在某些遗传鉴定中,需要更多的基因座提供更多的信息量。比如全同胞亲子鉴定、失踪人口比对,需要42个甚至更多个基因座联合使用。目前的做法通常是选择两个厂家的复合扩增试剂盒作为补充,联合使用以满足日常工作需求,提高了成本并降低了工作效率。因此迫切需要一个kit能够满足更多信息量。
在DNA数据库建设方面,对于试剂盒兼容性也提出了新的要求。我国近年来在DNA数据库建设方面进一步加速,数据库中的数据量呈指数型增长。数据比对的作用越来越重要。数据比对是需要各个STR试剂盒在基因座位上具有兼容性。目前使用的基因座数据用于排除的时候是可靠的,但是用于认定的情况下往往是不够的,需要更多的基因座数据。
同时,近年来出现越来越多的特殊的亲缘关系鉴定,比如生物学全同胞关系鉴定。在司法部司法鉴定中心颁布的《生物学全同胞关系鉴定实施规范》(SF T0117-2021)中要求,“在进行生物学全同胞关系鉴定时,目前亲缘关系鉴定常用的19个常染色体STR基因座(vWA、D21S11、D18S51、D5S818、D7S820、D13S317、D16S539、FGA、D8S1179、D3S1358、CSF1P0、TH01、TP0X、Penta E、Penta D、D2S1338、D19S433、D12S391、D6S1043)为必检基因座”,另外还有36个补充检测基因座。本公司已有的MicroreaderTM 21 Direct ID System包含了上述19个必检STR基因座;MicroreaderTM 23sp-D ID System包含16个《生物学全同胞关系鉴定实施规范》(SF T0117-2021)中要求的补充检测基因座。本发明采用了D12S391和21个《生物学全同胞关系鉴定实施规范》(SF T0117-2021)中要求的补充检测位点,与上述两款产品联合使用包含55个规范要求的检测位点,这些基因座涵盖了目前市场上大部分试剂盒所常用的基因座,极大提高了系统效能。
本发明在一个PCR反应体系中扩增22个STR基因位点和一个性别识别位点。所采用的STR基因座为D2S1776、D18S853、D12S391、D1S1677、D1GATA113、D14S1434、D1S1656、D22S1045、D1S1627、D6S1017、D7S1517、D4S2408、D3S4529、D3S1744、D12ATA63、D20S482、D11S4463、D17S1301、D9S1122、D6S474、D10S1248和D2S441,性别识别位点选用的是国际通用的Amelogenin。

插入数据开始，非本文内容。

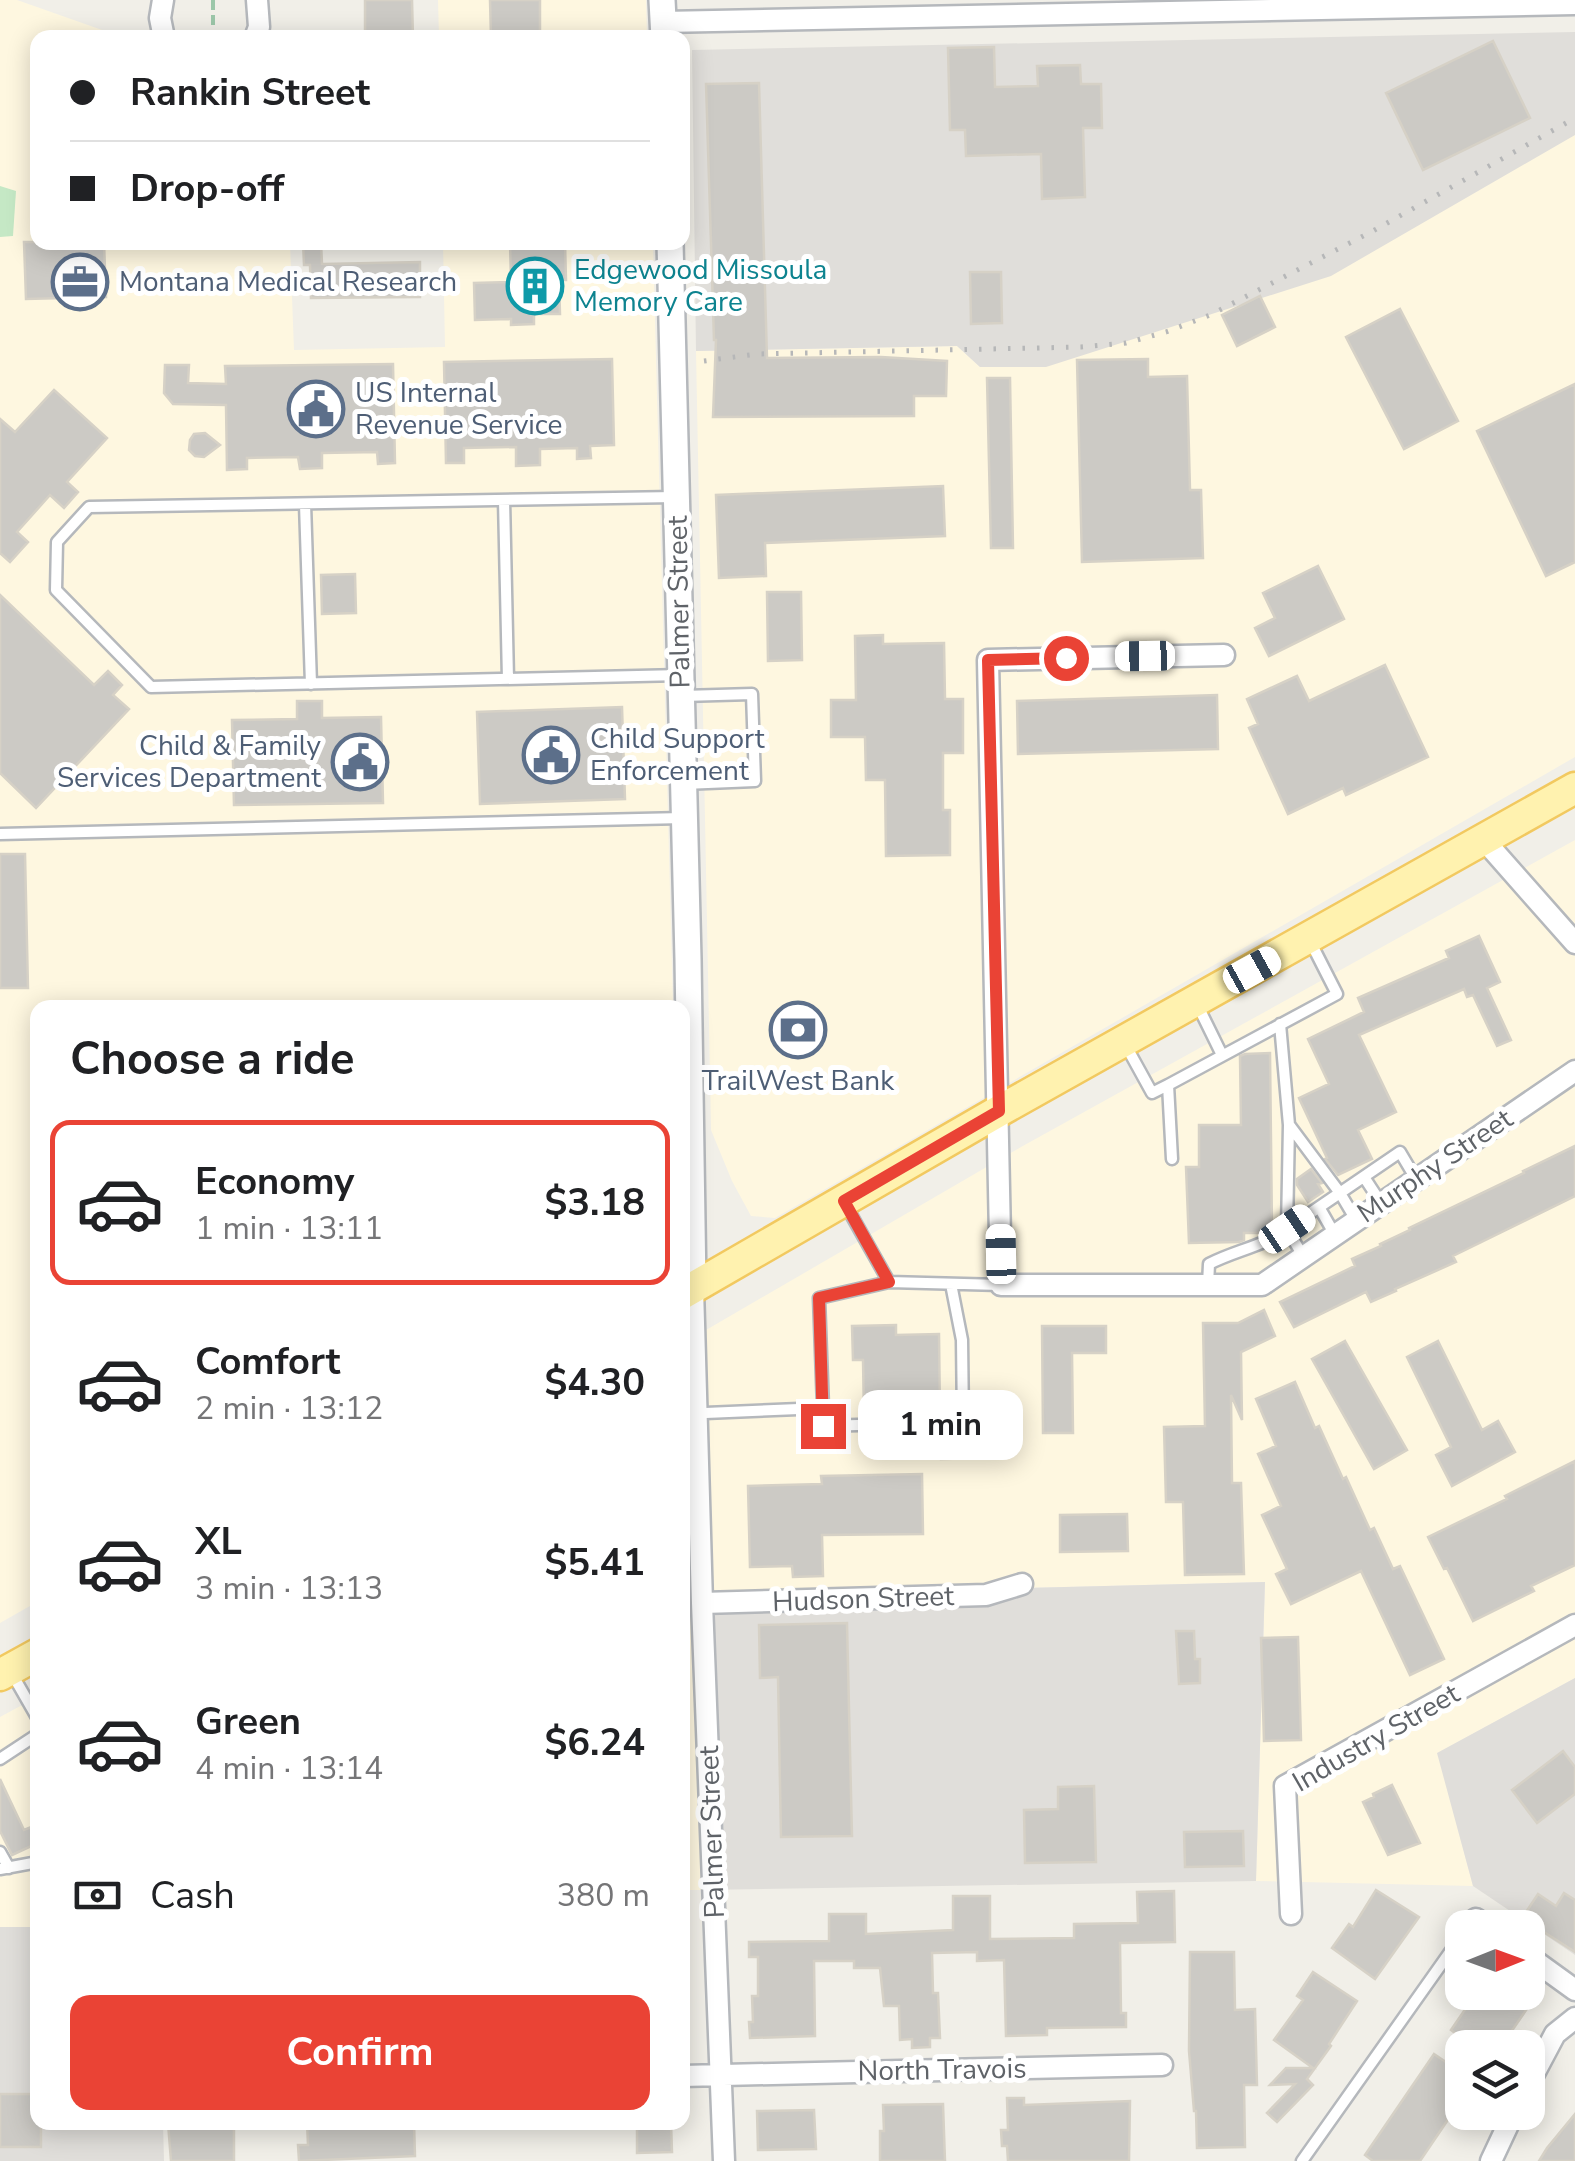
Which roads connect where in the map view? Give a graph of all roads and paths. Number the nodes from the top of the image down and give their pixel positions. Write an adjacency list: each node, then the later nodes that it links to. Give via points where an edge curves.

本发明能够检测性别和22个STR位点,通过这些信息得到的非父排除率高于0.99999999,个体识别率高于0.99999999,可以保证两个无关个体特征重合的可能性小于1018以上。
2.引物的设计
所述的引物采用Primer Premier5和NCBI Blast等软件设计而成,设计引物时应尽量确保各引物的Tm值在(60±3)℃的范围内,扩增效率类似并确保各对引物的扩增产物大小相差100bp以上。设计完成后,用AutoDimer等软件分析引物二聚体和不同引物之间的相互作用,如果有相互作用可产生非特异产物或者二聚体的需要重新设计,直至得到符合要求的引物序列。
选用人源DNA模板,分别用上述23对引物进行单重扩增,将扩增产物置于2.0%的琼脂糖凝胶上电泳,根据电泳结果来调整PCR体系及扩增条件以得到23对引物共同的扩增条件。最终期望的效果是:在相同体系及扩增条件下,所有的引物对均能出现明亮且较单一的目的条带。如果有引物满足不了上述条件,则重新设计引物。
3.荧光标记系统建立
所述选择了FAM、HEX、TAMAR、ROX建立四色荧光复合扩增体系,将所设计的23对引物,分为四组进行荧光标记。每组采用一种荧光标记,分别是FAM、HEX、TMR和ROX。得到荧光标记引物后,用其相配对的非荧光引物组合,然后分别进行单重扩增,将扩增产物置于3500遗传分析仪上进行毛细管电泳,根据毛细管电泳检测的结果来评估每对引物的扩增效率。其后,将同一荧光标记的引物混合置于同一管中扩增,将扩增产物置于3500遗传分析仪上进行毛细管电泳,根据毛细管电泳检测的结果来确定每对引物的扩增效率,以及判断该组引物混合扩增是否引起非特异性。最后,根据单重扩增及组合扩增的毛细管电泳结果来初步确定各引物对的加入量,将23对引物混合置于同一管中扩增,再根据复合扩增的电泳结果来调整各自的浓度,使各引物对的扩增效率(反应在电泳结果的峰高上)基本一致为准。最终确定的23对引物序列。
4.扩增反应体系的优化
通过多次反复实验来确定23个基因座复合扩增体系的参数,包括:Taq DNA聚合酶的选择、Mg2+浓度、缓冲液的离子强度、Taq DNA聚合酶用量、DNA模板用量。
5.反应程序的优化
经过大量实验摸索了反应程序的变性、退火及延伸的温度和时间范围,认为在以下条件下(见表1)进行的扩增可以得到较好的结果:
表1聚合酶链式反应扩增条件
有益效果
1.含有22个STR基因座和1个性别基因座Amelogenin,配合MicroreaderTM 21Direct ID System和MicroreaderTM 23sp-D ID System可以涵盖市场主流试剂盒所用位点及《生物学全同胞关系鉴定技术规范》(SF T0117-2021)包含的所有位点,信息量大,兼容性好。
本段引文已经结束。